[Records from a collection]
********

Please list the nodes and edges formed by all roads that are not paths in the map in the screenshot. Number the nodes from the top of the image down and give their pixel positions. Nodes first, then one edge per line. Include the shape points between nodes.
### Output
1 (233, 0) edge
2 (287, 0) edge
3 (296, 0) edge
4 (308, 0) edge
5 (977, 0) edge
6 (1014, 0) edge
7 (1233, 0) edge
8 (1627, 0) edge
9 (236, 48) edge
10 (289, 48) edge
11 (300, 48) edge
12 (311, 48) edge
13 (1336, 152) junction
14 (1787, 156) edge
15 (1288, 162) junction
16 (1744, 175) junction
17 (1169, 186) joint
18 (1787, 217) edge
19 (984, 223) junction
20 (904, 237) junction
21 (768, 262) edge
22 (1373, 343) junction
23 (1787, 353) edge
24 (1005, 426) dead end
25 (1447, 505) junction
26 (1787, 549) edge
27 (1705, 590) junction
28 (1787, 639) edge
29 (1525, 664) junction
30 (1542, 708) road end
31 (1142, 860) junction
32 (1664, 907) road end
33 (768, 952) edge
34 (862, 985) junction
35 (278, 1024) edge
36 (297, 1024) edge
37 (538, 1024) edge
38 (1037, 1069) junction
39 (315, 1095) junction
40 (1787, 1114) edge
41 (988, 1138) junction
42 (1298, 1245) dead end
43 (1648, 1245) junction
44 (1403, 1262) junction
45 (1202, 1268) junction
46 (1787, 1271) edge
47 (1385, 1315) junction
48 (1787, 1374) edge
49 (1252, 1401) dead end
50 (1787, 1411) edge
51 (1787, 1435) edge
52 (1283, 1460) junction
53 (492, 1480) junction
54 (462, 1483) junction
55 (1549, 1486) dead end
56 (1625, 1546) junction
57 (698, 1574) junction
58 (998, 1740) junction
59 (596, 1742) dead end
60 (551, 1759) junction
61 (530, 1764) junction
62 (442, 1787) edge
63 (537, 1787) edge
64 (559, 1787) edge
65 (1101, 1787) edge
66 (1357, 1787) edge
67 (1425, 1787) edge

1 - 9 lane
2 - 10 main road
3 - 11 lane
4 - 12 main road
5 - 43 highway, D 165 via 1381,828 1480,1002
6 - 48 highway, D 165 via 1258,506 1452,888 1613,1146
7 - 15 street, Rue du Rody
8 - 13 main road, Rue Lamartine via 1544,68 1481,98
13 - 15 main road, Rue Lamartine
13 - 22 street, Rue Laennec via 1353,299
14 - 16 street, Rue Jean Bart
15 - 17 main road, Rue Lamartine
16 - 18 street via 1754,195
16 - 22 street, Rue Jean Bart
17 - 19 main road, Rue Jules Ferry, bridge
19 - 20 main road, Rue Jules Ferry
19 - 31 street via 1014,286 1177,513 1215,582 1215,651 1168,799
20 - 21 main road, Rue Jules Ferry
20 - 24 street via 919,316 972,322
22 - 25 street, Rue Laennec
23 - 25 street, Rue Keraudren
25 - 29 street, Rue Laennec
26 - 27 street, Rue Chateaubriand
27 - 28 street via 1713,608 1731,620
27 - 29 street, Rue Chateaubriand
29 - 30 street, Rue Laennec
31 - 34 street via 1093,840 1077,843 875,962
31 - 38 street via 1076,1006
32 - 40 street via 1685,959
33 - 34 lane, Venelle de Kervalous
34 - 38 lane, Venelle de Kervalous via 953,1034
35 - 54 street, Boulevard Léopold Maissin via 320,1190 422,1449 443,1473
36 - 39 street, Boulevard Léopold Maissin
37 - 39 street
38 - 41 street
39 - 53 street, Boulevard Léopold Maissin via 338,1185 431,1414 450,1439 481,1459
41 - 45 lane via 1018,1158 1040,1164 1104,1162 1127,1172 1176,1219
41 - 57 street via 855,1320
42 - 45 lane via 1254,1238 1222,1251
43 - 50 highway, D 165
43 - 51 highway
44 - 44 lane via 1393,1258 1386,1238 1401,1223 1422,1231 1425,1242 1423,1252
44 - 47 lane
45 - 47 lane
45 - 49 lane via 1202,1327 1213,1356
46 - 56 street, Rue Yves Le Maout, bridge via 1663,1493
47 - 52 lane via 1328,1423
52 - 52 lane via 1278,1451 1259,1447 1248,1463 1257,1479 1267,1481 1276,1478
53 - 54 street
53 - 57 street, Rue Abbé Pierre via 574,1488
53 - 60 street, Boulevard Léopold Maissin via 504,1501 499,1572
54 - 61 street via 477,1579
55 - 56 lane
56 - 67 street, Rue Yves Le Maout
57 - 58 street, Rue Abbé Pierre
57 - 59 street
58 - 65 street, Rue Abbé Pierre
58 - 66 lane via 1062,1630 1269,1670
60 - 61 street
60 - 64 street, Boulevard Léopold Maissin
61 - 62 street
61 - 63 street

********

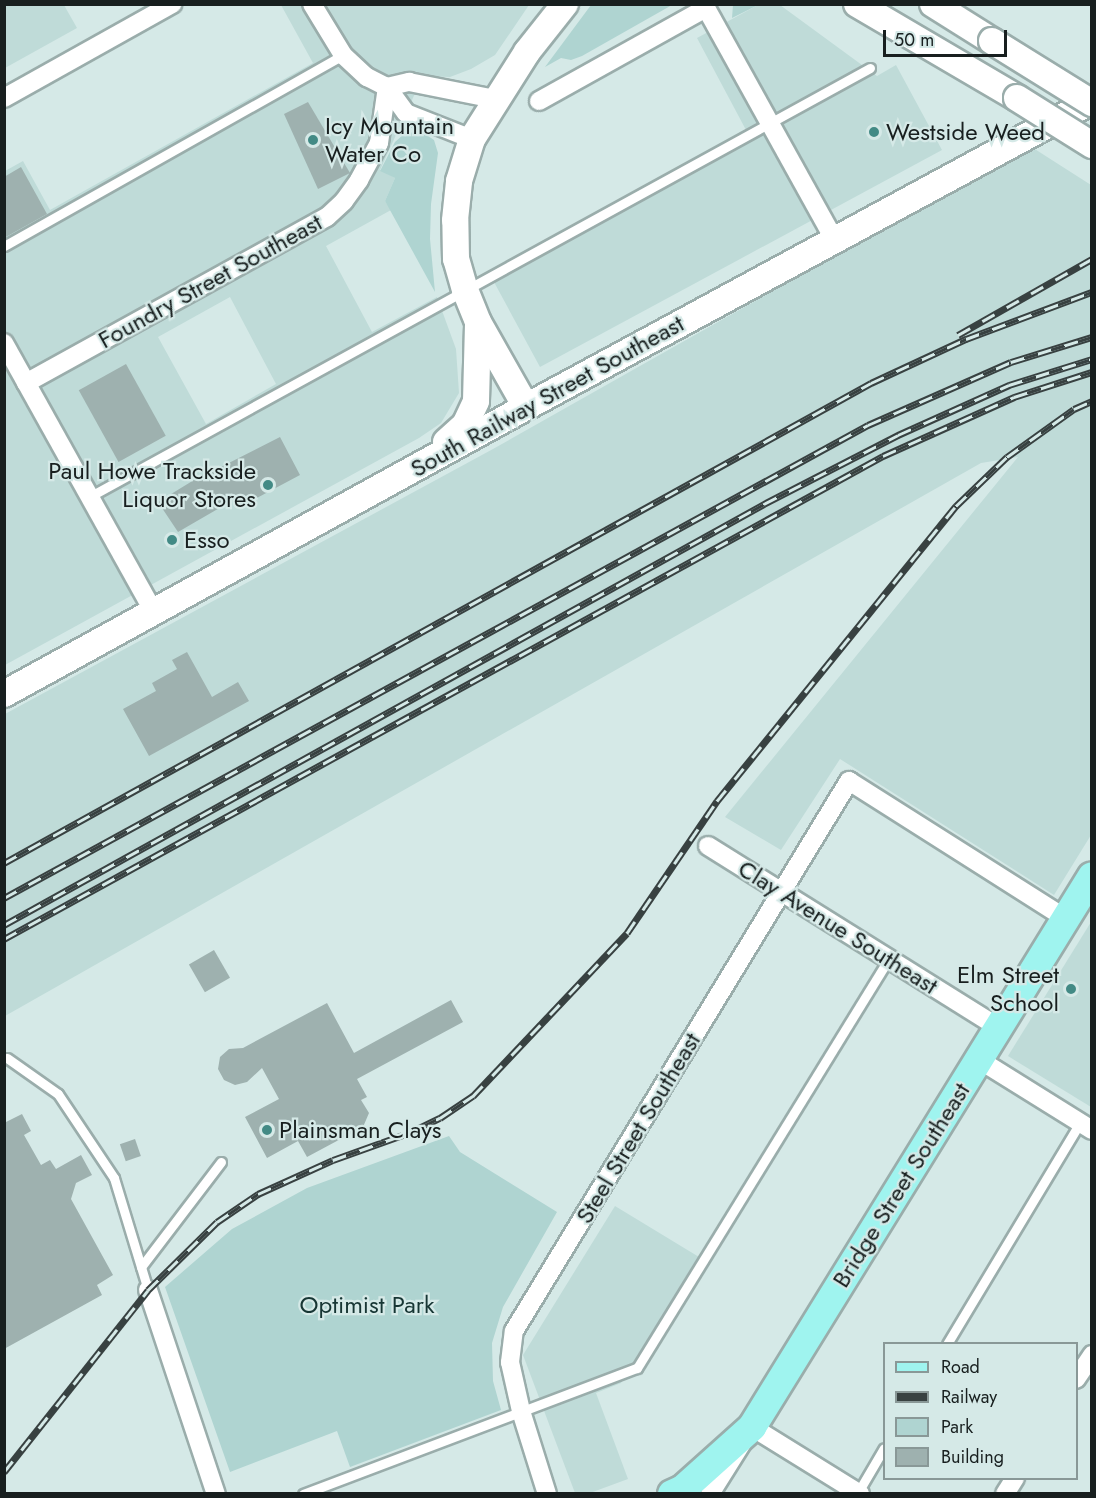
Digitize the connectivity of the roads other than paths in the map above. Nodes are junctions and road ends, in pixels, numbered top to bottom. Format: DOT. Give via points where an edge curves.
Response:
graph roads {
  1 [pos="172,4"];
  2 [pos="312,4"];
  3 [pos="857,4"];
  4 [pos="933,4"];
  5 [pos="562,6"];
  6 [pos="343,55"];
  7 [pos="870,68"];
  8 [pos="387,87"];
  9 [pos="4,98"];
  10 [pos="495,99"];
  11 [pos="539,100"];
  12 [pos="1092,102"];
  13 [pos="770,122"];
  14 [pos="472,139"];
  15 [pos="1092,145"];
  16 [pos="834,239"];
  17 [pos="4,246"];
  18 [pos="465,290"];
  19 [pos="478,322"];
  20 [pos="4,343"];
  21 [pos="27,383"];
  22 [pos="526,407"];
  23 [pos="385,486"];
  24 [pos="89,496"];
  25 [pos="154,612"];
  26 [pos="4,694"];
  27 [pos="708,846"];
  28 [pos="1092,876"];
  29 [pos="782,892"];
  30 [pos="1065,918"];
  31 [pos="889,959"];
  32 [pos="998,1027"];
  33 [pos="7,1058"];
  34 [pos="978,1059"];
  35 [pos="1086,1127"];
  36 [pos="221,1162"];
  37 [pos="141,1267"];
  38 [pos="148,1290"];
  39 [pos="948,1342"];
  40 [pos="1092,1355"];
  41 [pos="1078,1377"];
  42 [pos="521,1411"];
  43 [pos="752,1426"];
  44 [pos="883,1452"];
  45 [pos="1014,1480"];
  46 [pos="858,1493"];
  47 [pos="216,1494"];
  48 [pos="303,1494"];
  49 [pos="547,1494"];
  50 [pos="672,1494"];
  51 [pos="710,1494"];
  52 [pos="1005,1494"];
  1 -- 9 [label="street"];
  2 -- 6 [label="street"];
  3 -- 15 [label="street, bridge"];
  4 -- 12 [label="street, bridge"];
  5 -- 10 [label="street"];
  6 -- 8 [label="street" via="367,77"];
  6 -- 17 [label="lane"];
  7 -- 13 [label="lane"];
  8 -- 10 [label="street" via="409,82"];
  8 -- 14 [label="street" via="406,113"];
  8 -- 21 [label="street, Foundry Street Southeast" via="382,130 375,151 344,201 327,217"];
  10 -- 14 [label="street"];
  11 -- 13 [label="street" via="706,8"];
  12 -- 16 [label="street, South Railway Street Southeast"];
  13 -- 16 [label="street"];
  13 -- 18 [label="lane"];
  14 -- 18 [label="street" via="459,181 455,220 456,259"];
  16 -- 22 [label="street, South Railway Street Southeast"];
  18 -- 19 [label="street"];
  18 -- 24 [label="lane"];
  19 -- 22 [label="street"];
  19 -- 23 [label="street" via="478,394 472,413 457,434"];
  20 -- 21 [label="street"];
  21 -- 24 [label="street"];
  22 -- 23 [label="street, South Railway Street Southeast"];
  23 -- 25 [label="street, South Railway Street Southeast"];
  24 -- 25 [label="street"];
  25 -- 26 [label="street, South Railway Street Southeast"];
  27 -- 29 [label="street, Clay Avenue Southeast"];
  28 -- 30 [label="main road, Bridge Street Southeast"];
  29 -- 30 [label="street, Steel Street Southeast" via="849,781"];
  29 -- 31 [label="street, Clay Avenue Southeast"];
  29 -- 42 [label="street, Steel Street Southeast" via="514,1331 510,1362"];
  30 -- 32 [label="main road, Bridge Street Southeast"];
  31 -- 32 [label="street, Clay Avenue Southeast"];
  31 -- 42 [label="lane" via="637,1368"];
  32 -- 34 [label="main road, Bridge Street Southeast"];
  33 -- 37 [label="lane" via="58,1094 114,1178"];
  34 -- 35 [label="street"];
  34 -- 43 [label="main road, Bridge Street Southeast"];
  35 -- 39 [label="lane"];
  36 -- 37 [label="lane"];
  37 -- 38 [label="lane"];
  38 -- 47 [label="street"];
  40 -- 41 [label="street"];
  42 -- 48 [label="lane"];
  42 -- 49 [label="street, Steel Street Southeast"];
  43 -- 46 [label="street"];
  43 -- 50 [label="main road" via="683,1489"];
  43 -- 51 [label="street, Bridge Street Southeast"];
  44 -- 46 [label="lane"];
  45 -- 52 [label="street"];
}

********

# WHAT TO PRODUCE
Using the entries, return every line where the word "Steel" can be found.

# SOLUTION TO THE PROBLEM
  29 -- 30 [label="street, Steel Street Southeast" via="849,781"];
  29 -- 42 [label="street, Steel Street Southeast" via="514,1331 510,1362"];
  42 -- 49 [label="street, Steel Street Southeast"];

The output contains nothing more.